__WORK REQUIRED__.
This task requires every entry to be set down again exactly.
....
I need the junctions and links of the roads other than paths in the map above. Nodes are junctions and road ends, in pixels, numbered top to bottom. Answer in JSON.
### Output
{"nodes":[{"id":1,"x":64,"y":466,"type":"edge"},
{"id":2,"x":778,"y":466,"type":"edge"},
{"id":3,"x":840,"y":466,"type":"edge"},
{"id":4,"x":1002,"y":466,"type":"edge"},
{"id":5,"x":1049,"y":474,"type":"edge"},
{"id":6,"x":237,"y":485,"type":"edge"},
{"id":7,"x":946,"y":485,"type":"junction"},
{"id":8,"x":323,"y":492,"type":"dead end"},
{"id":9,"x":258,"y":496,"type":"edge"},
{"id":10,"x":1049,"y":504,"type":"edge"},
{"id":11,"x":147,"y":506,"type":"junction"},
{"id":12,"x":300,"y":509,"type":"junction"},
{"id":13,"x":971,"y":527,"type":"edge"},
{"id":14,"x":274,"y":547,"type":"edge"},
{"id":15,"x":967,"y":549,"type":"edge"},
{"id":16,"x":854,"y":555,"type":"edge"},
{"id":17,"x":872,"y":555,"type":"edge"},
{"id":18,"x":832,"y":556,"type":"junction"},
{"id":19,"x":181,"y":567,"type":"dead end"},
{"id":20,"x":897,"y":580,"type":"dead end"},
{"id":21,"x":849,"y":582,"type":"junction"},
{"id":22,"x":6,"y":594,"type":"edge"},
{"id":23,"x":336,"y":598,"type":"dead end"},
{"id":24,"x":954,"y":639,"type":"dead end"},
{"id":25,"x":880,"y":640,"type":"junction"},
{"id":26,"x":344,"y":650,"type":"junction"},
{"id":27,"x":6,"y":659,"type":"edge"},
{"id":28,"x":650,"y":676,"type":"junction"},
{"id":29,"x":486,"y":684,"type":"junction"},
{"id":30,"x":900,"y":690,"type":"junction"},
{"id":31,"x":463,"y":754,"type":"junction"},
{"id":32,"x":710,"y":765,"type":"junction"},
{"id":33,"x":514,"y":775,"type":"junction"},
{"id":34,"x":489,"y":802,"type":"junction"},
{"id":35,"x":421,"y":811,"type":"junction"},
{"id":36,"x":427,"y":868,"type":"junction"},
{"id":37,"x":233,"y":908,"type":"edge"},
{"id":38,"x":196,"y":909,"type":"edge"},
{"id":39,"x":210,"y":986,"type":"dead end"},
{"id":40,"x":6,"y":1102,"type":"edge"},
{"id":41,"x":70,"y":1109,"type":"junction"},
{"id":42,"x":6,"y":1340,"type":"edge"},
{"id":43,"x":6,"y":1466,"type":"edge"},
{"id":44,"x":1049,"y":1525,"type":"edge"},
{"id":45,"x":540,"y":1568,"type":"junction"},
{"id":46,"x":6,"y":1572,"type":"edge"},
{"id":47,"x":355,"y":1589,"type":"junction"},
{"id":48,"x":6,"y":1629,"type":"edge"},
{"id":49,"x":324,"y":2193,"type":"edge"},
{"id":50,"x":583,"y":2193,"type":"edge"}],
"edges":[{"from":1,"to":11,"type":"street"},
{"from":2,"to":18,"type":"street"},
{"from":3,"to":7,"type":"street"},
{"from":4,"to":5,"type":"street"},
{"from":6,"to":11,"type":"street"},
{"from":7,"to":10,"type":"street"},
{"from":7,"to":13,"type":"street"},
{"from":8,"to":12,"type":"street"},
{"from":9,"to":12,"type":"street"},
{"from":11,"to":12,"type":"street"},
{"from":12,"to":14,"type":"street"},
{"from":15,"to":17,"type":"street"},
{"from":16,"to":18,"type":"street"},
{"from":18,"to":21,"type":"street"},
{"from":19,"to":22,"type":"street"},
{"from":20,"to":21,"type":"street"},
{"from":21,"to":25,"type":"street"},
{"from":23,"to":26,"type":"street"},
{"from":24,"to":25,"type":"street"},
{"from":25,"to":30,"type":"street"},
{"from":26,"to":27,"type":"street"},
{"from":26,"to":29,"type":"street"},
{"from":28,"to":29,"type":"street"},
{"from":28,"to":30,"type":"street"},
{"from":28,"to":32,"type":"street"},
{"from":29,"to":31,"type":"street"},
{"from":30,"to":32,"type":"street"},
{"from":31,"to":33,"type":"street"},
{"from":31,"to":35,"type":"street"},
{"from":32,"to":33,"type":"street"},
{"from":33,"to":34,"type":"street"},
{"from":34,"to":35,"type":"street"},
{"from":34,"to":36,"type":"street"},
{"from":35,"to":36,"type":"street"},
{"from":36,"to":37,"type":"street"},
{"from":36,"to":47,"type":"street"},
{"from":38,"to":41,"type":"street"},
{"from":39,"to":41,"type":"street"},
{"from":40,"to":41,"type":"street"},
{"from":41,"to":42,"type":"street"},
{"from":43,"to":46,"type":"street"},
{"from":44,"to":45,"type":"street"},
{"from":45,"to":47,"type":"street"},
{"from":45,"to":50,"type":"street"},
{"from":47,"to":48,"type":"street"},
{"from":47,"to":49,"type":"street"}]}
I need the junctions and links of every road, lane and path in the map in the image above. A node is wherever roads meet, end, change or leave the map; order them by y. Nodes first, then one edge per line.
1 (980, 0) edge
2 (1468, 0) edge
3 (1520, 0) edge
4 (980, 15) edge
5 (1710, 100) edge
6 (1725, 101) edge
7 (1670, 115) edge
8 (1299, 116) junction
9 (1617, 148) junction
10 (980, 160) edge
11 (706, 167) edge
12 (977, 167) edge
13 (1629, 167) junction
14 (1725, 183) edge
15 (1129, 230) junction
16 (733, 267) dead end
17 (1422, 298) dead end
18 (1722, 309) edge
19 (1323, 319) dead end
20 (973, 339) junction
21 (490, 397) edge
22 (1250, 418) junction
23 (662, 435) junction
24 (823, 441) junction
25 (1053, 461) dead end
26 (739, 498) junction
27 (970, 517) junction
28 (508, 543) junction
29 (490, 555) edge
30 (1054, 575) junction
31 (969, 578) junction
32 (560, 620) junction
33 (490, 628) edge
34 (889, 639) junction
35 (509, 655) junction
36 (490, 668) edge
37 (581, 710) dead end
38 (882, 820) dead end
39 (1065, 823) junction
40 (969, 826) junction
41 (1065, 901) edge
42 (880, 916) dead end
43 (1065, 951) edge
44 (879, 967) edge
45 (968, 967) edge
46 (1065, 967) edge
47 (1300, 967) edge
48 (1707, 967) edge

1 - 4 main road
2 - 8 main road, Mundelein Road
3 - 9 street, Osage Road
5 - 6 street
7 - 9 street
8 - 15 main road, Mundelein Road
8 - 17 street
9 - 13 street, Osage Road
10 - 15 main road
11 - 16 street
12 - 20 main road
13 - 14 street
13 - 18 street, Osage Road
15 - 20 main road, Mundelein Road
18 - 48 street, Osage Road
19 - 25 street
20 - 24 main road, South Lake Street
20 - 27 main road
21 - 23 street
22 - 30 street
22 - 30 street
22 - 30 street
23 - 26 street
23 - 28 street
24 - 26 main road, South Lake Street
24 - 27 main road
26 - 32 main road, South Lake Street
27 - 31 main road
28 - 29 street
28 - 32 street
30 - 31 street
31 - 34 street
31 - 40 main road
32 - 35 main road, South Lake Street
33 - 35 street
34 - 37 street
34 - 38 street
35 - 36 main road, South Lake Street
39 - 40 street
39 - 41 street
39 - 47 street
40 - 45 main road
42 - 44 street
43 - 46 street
....
__REPLY TO THE EXERCISE__.
I need the junctions and links of the roads other than paths in the map above. Nodes are junctions and road ends, in pixels, numbered top to bottom. Answer in JSON.
### Output
{"nodes":[{"id":1,"x":64,"y":466,"type":"edge"},
{"id":2,"x":778,"y":466,"type":"edge"},
{"id":3,"x":840,"y":466,"type":"edge"},
{"id":4,"x":1002,"y":466,"type":"edge"},
{"id":5,"x":1049,"y":474,"type":"edge"},
{"id":6,"x":237,"y":485,"type":"edge"},
{"id":7,"x":946,"y":485,"type":"junction"},
{"id":8,"x":323,"y":492,"type":"dead end"},
{"id":9,"x":258,"y":496,"type":"edge"},
{"id":10,"x":1049,"y":504,"type":"edge"},
{"id":11,"x":147,"y":506,"type":"junction"},
{"id":12,"x":300,"y":509,"type":"junction"},
{"id":13,"x":971,"y":527,"type":"edge"},
{"id":14,"x":274,"y":547,"type":"edge"},
{"id":15,"x":967,"y":549,"type":"edge"},
{"id":16,"x":854,"y":555,"type":"edge"},
{"id":17,"x":872,"y":555,"type":"edge"},
{"id":18,"x":832,"y":556,"type":"junction"},
{"id":19,"x":181,"y":567,"type":"dead end"},
{"id":20,"x":897,"y":580,"type":"dead end"},
{"id":21,"x":849,"y":582,"type":"junction"},
{"id":22,"x":6,"y":594,"type":"edge"},
{"id":23,"x":336,"y":598,"type":"dead end"},
{"id":24,"x":954,"y":639,"type":"dead end"},
{"id":25,"x":880,"y":640,"type":"junction"},
{"id":26,"x":344,"y":650,"type":"junction"},
{"id":27,"x":6,"y":659,"type":"edge"},
{"id":28,"x":650,"y":676,"type":"junction"},
{"id":29,"x":486,"y":684,"type":"junction"},
{"id":30,"x":900,"y":690,"type":"junction"},
{"id":31,"x":463,"y":754,"type":"junction"},
{"id":32,"x":710,"y":765,"type":"junction"},
{"id":33,"x":514,"y":775,"type":"junction"},
{"id":34,"x":489,"y":802,"type":"junction"},
{"id":35,"x":421,"y":811,"type":"junction"},
{"id":36,"x":427,"y":868,"type":"junction"},
{"id":37,"x":233,"y":908,"type":"edge"},
{"id":38,"x":196,"y":909,"type":"edge"},
{"id":39,"x":210,"y":986,"type":"dead end"},
{"id":40,"x":6,"y":1102,"type":"edge"},
{"id":41,"x":70,"y":1109,"type":"junction"},
{"id":42,"x":6,"y":1340,"type":"edge"},
{"id":43,"x":6,"y":1466,"type":"edge"},
{"id":44,"x":1049,"y":1525,"type":"edge"},
{"id":45,"x":540,"y":1568,"type":"junction"},
{"id":46,"x":6,"y":1572,"type":"edge"},
{"id":47,"x":355,"y":1589,"type":"junction"},
{"id":48,"x":6,"y":1629,"type":"edge"},
{"id":49,"x":324,"y":2193,"type":"edge"},
{"id":50,"x":583,"y":2193,"type":"edge"}],
"edges":[{"from":1,"to":11,"type":"street"},
{"from":2,"to":18,"type":"street"},
{"from":3,"to":7,"type":"street"},
{"from":4,"to":5,"type":"street"},
{"from":6,"to":11,"type":"street"},
{"from":7,"to":10,"type":"street"},
{"from":7,"to":13,"type":"street"},
{"from":8,"to":12,"type":"street"},
{"from":9,"to":12,"type":"street"},
{"from":11,"to":12,"type":"street"},
{"from":12,"to":14,"type":"street"},
{"from":15,"to":17,"type":"street"},
{"from":16,"to":18,"type":"street"},
{"from":18,"to":21,"type":"street"},
{"from":19,"to":22,"type":"street"},
{"from":20,"to":21,"type":"street"},
{"from":21,"to":25,"type":"street"},
{"from":23,"to":26,"type":"street"},
{"from":24,"to":25,"type":"street"},
{"from":25,"to":30,"type":"street"},
{"from":26,"to":27,"type":"street"},
{"from":26,"to":29,"type":"street"},
{"from":28,"to":29,"type":"street"},
{"from":28,"to":30,"type":"street"},
{"from":28,"to":32,"type":"street"},
{"from":29,"to":31,"type":"street"},
{"from":30,"to":32,"type":"street"},
{"from":31,"to":33,"type":"street"},
{"from":31,"to":35,"type":"street"},
{"from":32,"to":33,"type":"street"},
{"from":33,"to":34,"type":"street"},
{"from":34,"to":35,"type":"street"},
{"from":34,"to":36,"type":"street"},
{"from":35,"to":36,"type":"street"},
{"from":36,"to":37,"type":"street"},
{"from":36,"to":47,"type":"street"},
{"from":38,"to":41,"type":"street"},
{"from":39,"to":41,"type":"street"},
{"from":40,"to":41,"type":"street"},
{"from":41,"to":42,"type":"street"},
{"from":43,"to":46,"type":"street"},
{"from":44,"to":45,"type":"street"},
{"from":45,"to":47,"type":"street"},
{"from":45,"to":50,"type":"street"},
{"from":47,"to":48,"type":"street"},
{"from":47,"to":49,"type":"street"}]}
I need the junctions and links of every road, lane and path in the map in the image above. A node is wherever roads meet, end, change or leave the map; order them by y. Nodes first, then one edge per line.
1 (980, 0) edge
2 (1468, 0) edge
3 (1520, 0) edge
4 (980, 15) edge
5 (1710, 100) edge
6 (1725, 101) edge
7 (1670, 115) edge
8 (1299, 116) junction
9 (1617, 148) junction
10 (980, 160) edge
11 (706, 167) edge
12 (977, 167) edge
13 (1629, 167) junction
14 (1725, 183) edge
15 (1129, 230) junction
16 (733, 267) dead end
17 (1422, 298) dead end
18 (1722, 309) edge
19 (1323, 319) dead end
20 (973, 339) junction
21 (490, 397) edge
22 (1250, 418) junction
23 (662, 435) junction
24 (823, 441) junction
25 (1053, 461) dead end
26 (739, 498) junction
27 (970, 517) junction
28 (508, 543) junction
29 (490, 555) edge
30 (1054, 575) junction
31 (969, 578) junction
32 (560, 620) junction
33 (490, 628) edge
34 (889, 639) junction
35 (509, 655) junction
36 (490, 668) edge
37 (581, 710) dead end
38 (882, 820) dead end
39 (1065, 823) junction
40 (969, 826) junction
41 (1065, 901) edge
42 (880, 916) dead end
43 (1065, 951) edge
44 (879, 967) edge
45 (968, 967) edge
46 (1065, 967) edge
47 (1300, 967) edge
48 (1707, 967) edge

1 - 4 main road
2 - 8 main road, Mundelein Road
3 - 9 street, Osage Road
5 - 6 street
7 - 9 street
8 - 15 main road, Mundelein Road
8 - 17 street
9 - 13 street, Osage Road
10 - 15 main road
11 - 16 street
12 - 20 main road
13 - 14 street
13 - 18 street, Osage Road
15 - 20 main road, Mundelein Road
18 - 48 street, Osage Road
19 - 25 street
20 - 24 main road, South Lake Street
20 - 27 main road
21 - 23 street
22 - 30 street
22 - 30 street
22 - 30 street
23 - 26 street
23 - 28 street
24 - 26 main road, South Lake Street
24 - 27 main road
26 - 32 main road, South Lake Street
27 - 31 main road
28 - 29 street
28 - 32 street
30 - 31 street
31 - 34 street
31 - 40 main road
32 - 35 main road, South Lake Street
33 - 35 street
34 - 37 street
34 - 38 street
35 - 36 main road, South Lake Street
39 - 40 street
39 - 41 street
39 - 47 street
40 - 45 main road
42 - 44 street
43 - 46 street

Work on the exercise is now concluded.